And I slammed to a halt, breath caught in my throat.
Evelyn raised an eyebrow at me. “Oh, I guess you can see it, right?”
I thought I’d be used to this by now.
A monster barred our way.
A glossy black arachnid nightmare hung from the ceiling ahead, big as a horse. Arm-thick glistening spider-silk webbed the upper half of the corridor, leaving just enough space for a tall person to pass beneath.
Far too many legs, body segmented and armoured and wrapped with bio-mechanical tubes and pipes, vent stacks rising from its back like a miniature nuclear reactor. The head was a solid mass of unblinking crystal eyes. Several giant stingers waved lazily in the air, tipped with points the size of railway spikes.
I felt it stare at me, a probing searchlight.
Very slowly, as if the slightest twitch would set it scuttling toward me, I turned my eyes away and looked at Evelyn. My voice came out in a strangled whisper.
“What do you mean, I can see it? You can see it too?”
“Well, no, of course not, but I know it’s there.” She waved an arm down the corridor. “You think the most dangerous occult collection outside of the British Library would be unguarded? Hide them among the stacks, really.” She rolled her eyes.
“You could have warned me,” I hissed. “What on earth is it?”
“I don’t know, you tell me. All I know is it’s some kind of spider. I’d be fascinated, actually, if you could describe it?”
“Terrifying.”
Evelyn blinked several times and cleared her throat. “It’s a Servitor, like the thing that was following Raine. A sort of artificial pneuma-somatic robot, not a summoned demon or a bound spirit. Though that thing spying on Raine was about as complex and robust as a roomba compared to this.”
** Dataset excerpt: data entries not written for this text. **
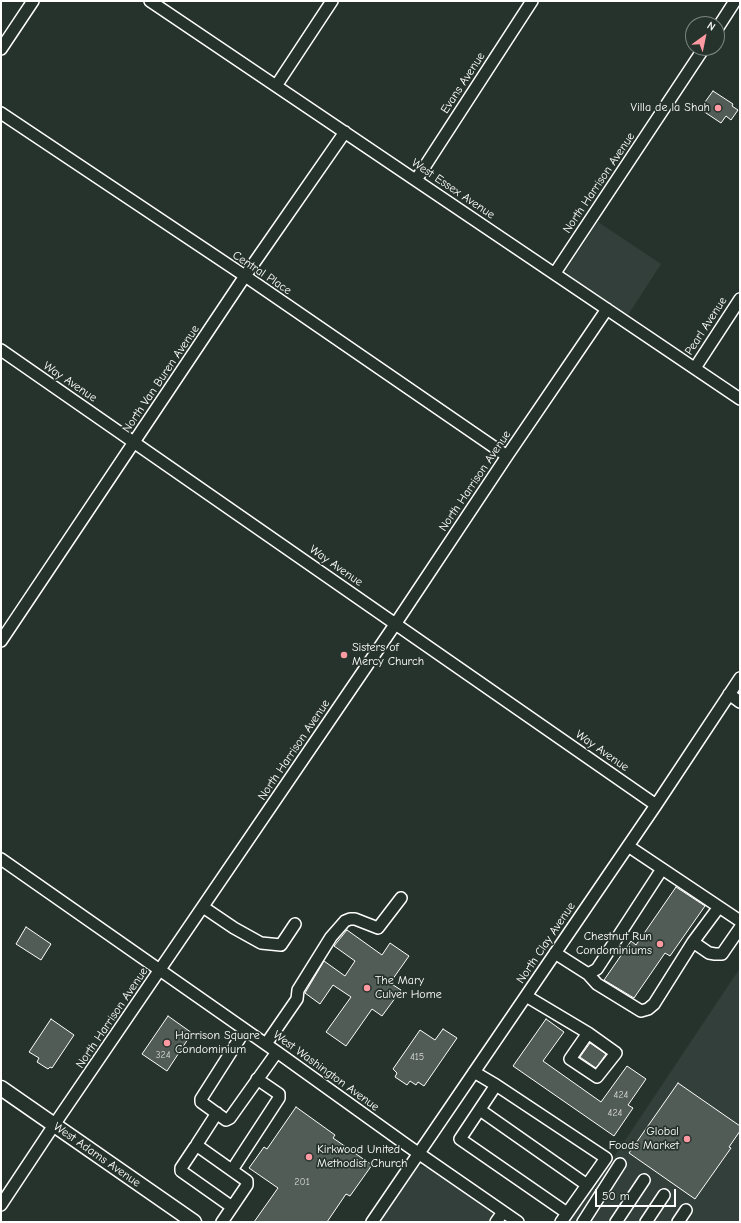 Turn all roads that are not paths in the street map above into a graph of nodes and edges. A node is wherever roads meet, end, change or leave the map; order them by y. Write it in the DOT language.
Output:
graph roads {
  1 [pos="33,1"];
  2 [pos="150,1"];
  3 [pos="332,1"];
  4 [pos="532,1"];
  5 [pos="735,1"];
  6 [pos="725,17"];
  7 [pos="1,49"];
  8 [pos="699,56"];
  9 [pos="276,86"];
  10 [pos="1,113"];
  11 [pos="345,132"];
  12 [pos="416,180"];
  13 [pos="555,273"];
  14 [pos="245,276"];
  15 [pos="740,299"];
  16 [pos="607,309"];
  17 [pos="1,350"];
  18 [pos="695,368"];
  19 [pos="740,399"];
  20 [pos="134,442"];
  21 [pos="507,456"];
  22 [pos="396,623"];
  23 [pos="1,641"];
  24 [pos="740,678"];
  25 [pos="729,694"];
  26 [pos="740,702"];
  27 [pos="656,805"];
  28 [pos="628,846"];
  29 [pos="1,859"];
  30 [pos="662,869"];
  31 [pos="401,898"];
  32 [pos="203,907"];
  33 [pos="719,907"];
  34 [pos="740,921"];
  35 [pos="295,924"];
  36 [pos="740,928"];
  37 [pos="693,942"];
  38 [pos="555,953"];
  39 [pos="160,970"];
  40 [pos="588,974"];
  41 [pos="526,996"];
  42 [pos="245,1030"];
  43 [pos="588,1033"];
  44 [pos="266,1044"];
  45 [pos="277,1052"];
  46 [pos="474,1072"];
  47 [pos="257,1079"];
  48 [pos="496,1085"];
  49 [pos="1,1088"];
  50 [pos="480,1110"];
  51 [pos="217,1113"];
  52 [pos="54,1125"];
  53 [pos="199,1147"];
  54 [pos="419,1154"];
  55 [pos="620,1164"];
  56 [pos="232,1170"];
  57 [pos="644,1180"];
  58 [pos="587,1185"];
  59 [pos="664,1195"];
  60 [pos="1,1205"];
  61 [pos="232,1207"];
  62 [pos="686,1210"];
  63 [pos="503,1212"];
  64 [pos="564,1218"];
  65 [pos="194,1222"];
  66 [pos="222,1222"];
  67 [pos="373,1222"];
  68 [pos="496,1222"];
  69 [pos="518,1222"];
  70 [pos="583,1222"];
  71 [pos="616,1222"];
  72 [pos="646,1222"];
  73 [pos="678,1222"];
  1 -- 7 [label="street"];
  2 -- 9 [label="street, West Essex Avenue"];
  3 -- 9 [label="street"];
  4 -- 12 [label="street, Evans Avenue"];
  5 -- 6 [label="street"];
  8 -- 13 [label="street, North Harrison Avenue"];
  9 -- 11 [label="street, West Essex Avenue"];
  10 -- 14 [label="street, Central Place"];
  11 -- 12 [label="street, West Essex Avenue"];
  11 -- 14 [label="street, North Van Buren Avenue"];
  12 -- 13 [label="street, West Essex Avenue"];
  13 -- 16 [label="street, West Essex Avenue"];
  14 -- 20 [label="street, North Van Buren Avenue"];
  14 -- 21 [label="street, Central Place"];
  15 -- 18 [label="street, Pearl Avenue"];
  16 -- 18 [label="street, West Essex Avenue"];
  16 -- 21 [label="street, North Harrison Avenue"];
  17 -- 20 [label="street, Way Avenue"];
  18 -- 19 [label="street, West Essex Avenue"];
  20 -- 22 [label="street, Way Avenue"];
  20 -- 23 [label="street, North Van Buren Avenue"];
  21 -- 22 [label="street, North Harrison Avenue"];
  22 -- 27 [label="street, Way Avenue"];
  22 -- 32 [label="street, North Harrison Avenue"];
  24 -- 25 [label="street, North Clay Avenue"];
  25 -- 26 [label="street"];
  25 -- 27 [label="street, North Clay Avenue"];
  27 -- 28 [label="street, North Clay Avenue"];
  28 -- 30 [label="street"];
  28 -- 38 [label="street, North Clay Avenue"];
  29 -- 39 [label="street, West Washington Avenue"];
  30 -- 33 [label="street"];
  30 -- 40 [label="street"];
  31 -- 44 [label="street"];
  32 -- 35 [label="street"];
  32 -- 39 [label="street, North Harrison Avenue"];
  33 -- 34 [label="street"];
  33 -- 37 [label="street"];
  36 -- 37 [label="street"];
  37 -- 40 [label="street"];
  38 -- 40 [label="street"];
  38 -- 41 [label="street, North Clay Avenue"];
  39 -- 42 [label="street, West Washington Avenue"];
  39 -- 52 [label="street, North Harrison Avenue"];
  41 -- 43 [label="street"];
  41 -- 46 [label="street, North Clay Avenue"];
  42 -- 44 [label="street, West Washington Avenue"];
  42 -- 51 [label="street"];
  44 -- 45 [label="street, West Washington Avenue"];
  45 -- 47 [label="street"];
  45 -- 54 [label="street, West Washington Avenue"];
  46 -- 48 [label="street"];
  46 -- 54 [label="street, North Clay Avenue"];
  47 -- 51 [label="street"];
  47 -- 56 [label="street"];
  48 -- 50 [label="street"];
  48 -- 58 [label="street"];
  49 -- 52 [label="main road, West Adams Avenue"];
  50 -- 58 [label="street"];
  50 -- 64 [label="street"];
  51 -- 53 [label="street"];
  52 -- 60 [label="street, North Harrison Avenue"];
  52 -- 65 [label="main road, West Adams Avenue"];
  53 -- 56 [label="street"];
  53 -- 61 [label="street"];
  54 -- 63 [label="street, West Washington Avenue"];
  54 -- 67 [label="street, North Clay Avenue"];
  55 -- 70 [label="street"];
  56 -- 61 [label="street"];
  57 -- 71 [label="street"];
  58 -- 64 [label="street"];
  59 -- 72 [label="street"];
  61 -- 66 [label="street"];
  62 -- 73 [label="street"];
  63 -- 68 [label="street"];
  63 -- 69 [label="street, West Washington Avenue"];
}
“Artificial? You made this thing?”
“No. No, of course not.” Evelyn looked oddly embarrassed. “It’s practically a family heirloom. My great grandmother made it and left it here. Look, it’s perfectly safe, it can only do what it was programmed to. It triggers off recognition and intent, I think. I’m inherently trusted and so is anybody in my bloodline, as well as those I bring with me. It leaves the library staff alone because they only enter as part of their normal routine, though I don’t think anything down here gets cleaned or checked very often. Unless you’re planning on knocking me out and stealing the books, it won’t pay you the slightest bit of attention.”
“It is definitely paying me attention.”
Evelyn sighed and strode forward. I fought down an embarrassing urge to grab her by the arm; I didn’t want to be alone in front of this monster. She passed under the spider web, stopped by the last door leading off the corridor, and looked back at me as if I was being a fool.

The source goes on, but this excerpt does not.